Title: "Modeling the Plasmasphere of Saturn"

Abstract:  In this comparative magnetospheric physics talk, we apply the terrestrial "shielding" paradigm to the Saturnian system.  We show how coupling between the ring current and ionosphere can generate global structure in the cold, dense plasma of Saturn's E-ring torus, i.e., its plasmasphere.
Unlike at Earth, Saturn's magnetosphere is driven internally, by the combination of rapid rotation and a strong internal plasma source that originates in H2O geysers on the southern pole of the moon Enceladus.  The internal driving mechanism is the centrifugal interchange instability, in which cold, dense plasma is flung outward and replaced by inward-moving injections of hotter, less dense plasma.  Interchange theory favors more rapid growth of "high-m" modes (i.e., modes with a large azimuthal wavenumber), yet observations clearly show a persistent m=1 density mode that rotates at or near the planetary rotation frequency.  
To explain these observations, several authors have postulated a global, rotating, two-cell (m=1) convection pattern.  Our results suggest one possible means of generating such a rotating, m=1 mode is via an asymmetric ring current (RC) pressure, coupled to Saturn's ionosphere.  

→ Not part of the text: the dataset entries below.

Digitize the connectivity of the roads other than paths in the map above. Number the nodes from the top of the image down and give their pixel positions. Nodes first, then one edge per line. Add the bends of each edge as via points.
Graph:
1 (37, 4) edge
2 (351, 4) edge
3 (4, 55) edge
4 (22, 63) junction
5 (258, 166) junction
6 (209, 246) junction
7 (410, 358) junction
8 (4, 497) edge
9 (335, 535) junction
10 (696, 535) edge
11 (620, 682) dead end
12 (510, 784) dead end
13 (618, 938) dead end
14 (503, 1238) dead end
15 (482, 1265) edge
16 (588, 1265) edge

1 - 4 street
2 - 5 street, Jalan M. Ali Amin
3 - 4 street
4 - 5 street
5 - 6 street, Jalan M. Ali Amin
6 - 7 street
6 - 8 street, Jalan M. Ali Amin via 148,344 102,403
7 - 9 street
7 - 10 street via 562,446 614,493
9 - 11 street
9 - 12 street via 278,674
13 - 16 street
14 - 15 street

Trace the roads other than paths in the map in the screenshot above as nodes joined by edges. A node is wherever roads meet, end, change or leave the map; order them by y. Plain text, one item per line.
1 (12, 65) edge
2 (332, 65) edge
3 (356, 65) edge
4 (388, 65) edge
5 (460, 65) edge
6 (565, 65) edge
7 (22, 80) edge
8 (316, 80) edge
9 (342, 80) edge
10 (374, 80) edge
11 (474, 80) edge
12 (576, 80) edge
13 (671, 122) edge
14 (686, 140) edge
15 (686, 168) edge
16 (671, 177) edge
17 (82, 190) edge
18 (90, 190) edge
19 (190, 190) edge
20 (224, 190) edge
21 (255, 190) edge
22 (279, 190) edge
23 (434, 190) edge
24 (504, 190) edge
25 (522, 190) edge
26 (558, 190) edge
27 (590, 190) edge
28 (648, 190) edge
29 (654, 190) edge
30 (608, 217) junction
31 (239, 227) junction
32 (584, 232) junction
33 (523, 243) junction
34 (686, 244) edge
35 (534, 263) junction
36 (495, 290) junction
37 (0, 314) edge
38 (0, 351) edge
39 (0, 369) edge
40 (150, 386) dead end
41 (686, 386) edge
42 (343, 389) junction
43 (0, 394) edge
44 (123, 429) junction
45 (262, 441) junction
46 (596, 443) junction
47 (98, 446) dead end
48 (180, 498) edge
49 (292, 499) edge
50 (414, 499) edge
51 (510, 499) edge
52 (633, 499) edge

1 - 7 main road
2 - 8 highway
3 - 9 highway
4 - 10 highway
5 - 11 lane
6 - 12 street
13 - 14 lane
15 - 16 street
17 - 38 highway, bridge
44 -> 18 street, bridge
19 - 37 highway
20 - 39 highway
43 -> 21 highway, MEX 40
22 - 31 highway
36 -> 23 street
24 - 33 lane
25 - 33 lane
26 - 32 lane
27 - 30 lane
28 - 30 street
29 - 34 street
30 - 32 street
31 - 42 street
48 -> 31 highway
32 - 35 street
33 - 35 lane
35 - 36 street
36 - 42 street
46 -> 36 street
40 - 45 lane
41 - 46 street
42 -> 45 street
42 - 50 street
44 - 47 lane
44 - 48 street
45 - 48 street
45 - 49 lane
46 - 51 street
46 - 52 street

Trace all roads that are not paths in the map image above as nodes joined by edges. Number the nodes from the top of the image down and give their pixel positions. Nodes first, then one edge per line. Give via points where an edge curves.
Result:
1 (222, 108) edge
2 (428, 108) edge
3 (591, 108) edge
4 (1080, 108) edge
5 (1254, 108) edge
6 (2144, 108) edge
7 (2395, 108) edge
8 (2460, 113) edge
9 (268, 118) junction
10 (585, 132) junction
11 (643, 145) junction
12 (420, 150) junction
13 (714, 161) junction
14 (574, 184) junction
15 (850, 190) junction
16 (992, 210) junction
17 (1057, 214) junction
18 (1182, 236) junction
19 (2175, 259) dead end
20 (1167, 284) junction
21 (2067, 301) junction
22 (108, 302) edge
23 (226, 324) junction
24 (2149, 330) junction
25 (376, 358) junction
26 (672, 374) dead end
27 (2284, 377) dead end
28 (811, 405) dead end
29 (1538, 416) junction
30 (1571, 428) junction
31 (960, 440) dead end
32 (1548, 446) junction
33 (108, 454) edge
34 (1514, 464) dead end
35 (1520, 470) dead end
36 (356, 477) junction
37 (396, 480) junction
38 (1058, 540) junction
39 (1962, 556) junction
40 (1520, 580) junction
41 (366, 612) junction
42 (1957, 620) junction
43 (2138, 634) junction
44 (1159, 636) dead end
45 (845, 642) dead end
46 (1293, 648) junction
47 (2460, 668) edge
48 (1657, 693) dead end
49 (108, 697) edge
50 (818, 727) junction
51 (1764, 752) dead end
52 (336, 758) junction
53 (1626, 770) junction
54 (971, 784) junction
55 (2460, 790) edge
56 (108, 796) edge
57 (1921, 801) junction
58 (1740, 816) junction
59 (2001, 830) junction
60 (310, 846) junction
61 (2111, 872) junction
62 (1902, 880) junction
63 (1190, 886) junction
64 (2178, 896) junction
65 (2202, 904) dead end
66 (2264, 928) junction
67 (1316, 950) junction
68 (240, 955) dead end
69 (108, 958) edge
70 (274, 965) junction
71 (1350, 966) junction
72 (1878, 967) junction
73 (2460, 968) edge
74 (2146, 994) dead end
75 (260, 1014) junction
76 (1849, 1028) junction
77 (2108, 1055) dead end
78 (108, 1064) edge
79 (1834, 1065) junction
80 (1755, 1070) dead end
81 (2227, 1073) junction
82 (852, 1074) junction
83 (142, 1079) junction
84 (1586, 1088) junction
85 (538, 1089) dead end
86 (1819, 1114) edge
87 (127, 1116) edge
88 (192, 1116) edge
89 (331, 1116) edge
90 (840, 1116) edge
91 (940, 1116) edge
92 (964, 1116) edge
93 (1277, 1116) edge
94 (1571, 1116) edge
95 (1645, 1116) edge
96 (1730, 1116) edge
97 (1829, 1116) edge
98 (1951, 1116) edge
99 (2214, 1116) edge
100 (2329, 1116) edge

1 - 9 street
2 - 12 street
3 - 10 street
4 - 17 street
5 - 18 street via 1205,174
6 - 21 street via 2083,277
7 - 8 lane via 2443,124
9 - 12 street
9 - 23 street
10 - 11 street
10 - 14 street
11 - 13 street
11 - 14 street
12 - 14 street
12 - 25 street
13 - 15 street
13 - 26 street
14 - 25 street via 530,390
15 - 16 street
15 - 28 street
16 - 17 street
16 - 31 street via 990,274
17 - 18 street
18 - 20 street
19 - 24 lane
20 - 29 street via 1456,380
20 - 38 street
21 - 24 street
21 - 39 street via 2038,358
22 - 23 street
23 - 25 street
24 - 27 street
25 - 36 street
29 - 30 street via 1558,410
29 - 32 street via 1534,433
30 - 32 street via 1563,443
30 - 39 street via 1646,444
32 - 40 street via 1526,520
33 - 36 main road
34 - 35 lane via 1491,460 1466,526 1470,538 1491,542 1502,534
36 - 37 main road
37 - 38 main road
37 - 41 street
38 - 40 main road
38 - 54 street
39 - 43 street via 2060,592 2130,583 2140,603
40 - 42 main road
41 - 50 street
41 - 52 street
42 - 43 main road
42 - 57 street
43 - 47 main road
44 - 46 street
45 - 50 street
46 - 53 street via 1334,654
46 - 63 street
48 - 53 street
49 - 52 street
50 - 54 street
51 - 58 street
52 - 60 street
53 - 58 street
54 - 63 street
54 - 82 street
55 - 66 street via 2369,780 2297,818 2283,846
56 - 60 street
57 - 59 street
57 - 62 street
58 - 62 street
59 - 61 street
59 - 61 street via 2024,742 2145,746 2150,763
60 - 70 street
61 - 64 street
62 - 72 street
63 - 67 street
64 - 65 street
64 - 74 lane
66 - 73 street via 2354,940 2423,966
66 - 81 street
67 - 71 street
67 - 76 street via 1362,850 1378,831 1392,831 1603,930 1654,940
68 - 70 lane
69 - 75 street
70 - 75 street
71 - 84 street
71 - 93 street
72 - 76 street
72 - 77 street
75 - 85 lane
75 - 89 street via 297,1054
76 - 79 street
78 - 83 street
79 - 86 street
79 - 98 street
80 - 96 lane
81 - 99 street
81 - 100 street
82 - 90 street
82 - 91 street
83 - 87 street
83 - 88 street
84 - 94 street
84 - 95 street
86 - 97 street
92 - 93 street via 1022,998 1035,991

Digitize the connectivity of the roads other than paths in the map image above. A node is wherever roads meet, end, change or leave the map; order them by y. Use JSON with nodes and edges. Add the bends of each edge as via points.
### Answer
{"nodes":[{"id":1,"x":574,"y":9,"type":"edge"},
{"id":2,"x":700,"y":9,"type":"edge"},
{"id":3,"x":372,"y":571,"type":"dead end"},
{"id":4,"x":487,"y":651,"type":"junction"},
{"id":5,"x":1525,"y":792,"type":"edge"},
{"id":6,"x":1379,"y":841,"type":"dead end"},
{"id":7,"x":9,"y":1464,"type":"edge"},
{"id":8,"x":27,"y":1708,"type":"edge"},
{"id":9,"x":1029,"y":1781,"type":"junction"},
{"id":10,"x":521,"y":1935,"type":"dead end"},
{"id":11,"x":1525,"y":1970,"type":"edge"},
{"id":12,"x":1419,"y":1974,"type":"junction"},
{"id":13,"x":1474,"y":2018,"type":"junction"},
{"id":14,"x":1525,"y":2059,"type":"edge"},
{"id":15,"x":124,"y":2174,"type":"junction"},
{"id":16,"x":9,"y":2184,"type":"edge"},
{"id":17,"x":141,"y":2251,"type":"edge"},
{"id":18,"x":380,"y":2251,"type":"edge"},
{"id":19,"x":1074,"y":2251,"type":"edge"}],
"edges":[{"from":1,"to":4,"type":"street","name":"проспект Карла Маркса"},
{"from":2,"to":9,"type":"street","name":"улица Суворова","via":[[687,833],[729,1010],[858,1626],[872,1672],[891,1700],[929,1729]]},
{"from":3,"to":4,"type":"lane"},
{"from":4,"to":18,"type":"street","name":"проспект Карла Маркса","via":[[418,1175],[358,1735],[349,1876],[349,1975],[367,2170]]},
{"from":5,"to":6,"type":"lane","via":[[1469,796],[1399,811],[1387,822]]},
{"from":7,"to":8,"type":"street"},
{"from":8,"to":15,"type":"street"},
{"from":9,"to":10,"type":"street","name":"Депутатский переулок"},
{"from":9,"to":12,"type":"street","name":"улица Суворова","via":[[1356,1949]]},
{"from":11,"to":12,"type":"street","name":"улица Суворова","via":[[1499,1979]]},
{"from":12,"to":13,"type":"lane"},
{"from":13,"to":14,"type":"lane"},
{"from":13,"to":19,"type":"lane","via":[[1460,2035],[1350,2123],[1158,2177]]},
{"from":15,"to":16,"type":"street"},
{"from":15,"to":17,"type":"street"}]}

We use an analytical model of magnetosphere-ionosphere coupling to show that an asymmetric RC pressure with an m=1 longitudinal dependence can initiate a rotating two-cell interchange potential. The model extends prior similar work by considering both cold plasma interchange and warm plasma pressure. This model predicts that within 7 h the magnitude of the interchange potential equals the RC seed potential. Within 13 to 26 h, the model reproduces the degree of cold density nonaxisymmetry at the outer density gradient of the Enceladus plume, as observed by the Cassini Plasma Spectrometer. The interchange growth time bears a strong dependence on the particular value of height-integrated ionospheric conductivity and a weaker dependence on the magnitude of the initial RC perturbation. The model also extends prior work by including an outer boundary. We discuss the qualitative effect of a realistically shaped magnetopause that is anchored to the nonrotating frame. For high-m interchange, the magnetopause presence has no significant effect. In contrast, low-m interchange modes experience a rotating, asymmetric boundary condition that alternately enhances and inhibits interchange growth each rotation period.  Our model predicts that the two-cell interchange potential should be long-lived and relatively insensitive to subsequent ring current injections, because after two Saturnian rotations the interchange potential is an order of magnitude larger than the seed potential that initiated it.